Economic analysis studies will also provide a proper perspective of the future role of carbapenems in the treatment armamentarium. The identification of new and more effective therapeutic strategies is crucial to reduce the increasing clinical, economic, and financial burden associated to the emergence of the MDR-TB epidemic, particularly in low- and middle-income countries (e.g., Southeast Asia and former Soviet Union countries) [48].

5. Conclusions

The systematic review is a contribution toward the best possible use of carbapenems when the number of active drugs necessary to design an effective regimen is lacking [3,4,9,49].

Although new drugs are becoming available to support the move towards TB elimination [50,51,52,53,54], repurposed drugs, like the carbapenems, exemplified by their tolerability, safety, and activity show a potential role in the TB treatment arena, and could be included in new TB drug combination trials, as better evidence is needed.

Author Contributions

Giovanni Battista Migliori, Giovanni Sotgiu, Rosella Centis, Lia D’Ambrosio, Antonio Spanevello conceived the study and organized the work activities within the team.

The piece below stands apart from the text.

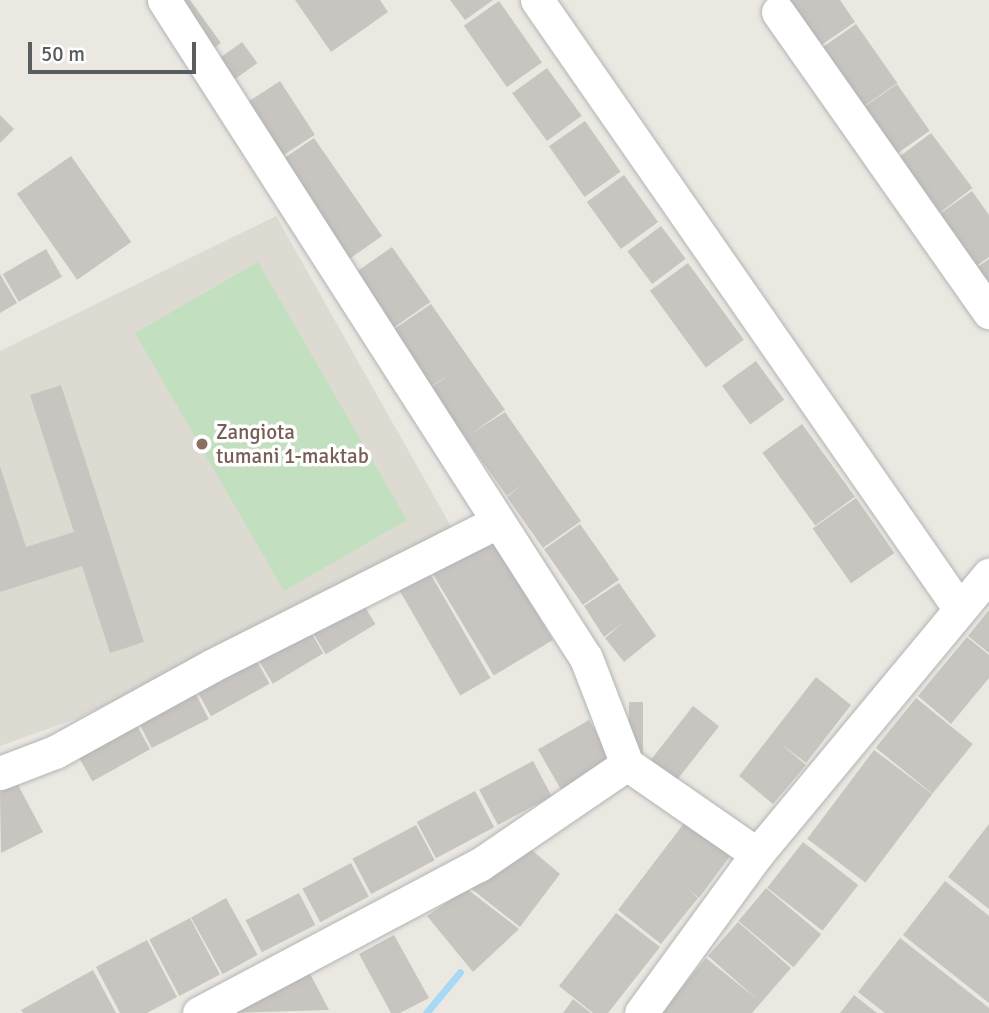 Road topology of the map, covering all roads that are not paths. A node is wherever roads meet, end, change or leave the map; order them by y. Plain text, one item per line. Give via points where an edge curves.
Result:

Giovanni Sotgiu, Simone Dore, Simon Tiberi, Susanna Esposito conducted the literature search and drafted the tables. Simon Tiberi made the final language check; Giovanni Battista Migliori and Rosella Centis drafted the introduction and the conclusions; Giovanni Sotgiu, Simone Dore and Lia D’Ambrosio drafted the results. Giovanni Battista Migliori, Rosella Centis, Lia D’Ambrosio, Antonio Spanevello proposed a skeleton of the discussion section which was developed by Giovanni Sotgiu, Simone Dore, Simon Tiberi and Susanna Esposito. All authors approved the text.

Conflicts of Interest

The authors declare no conflict of interest.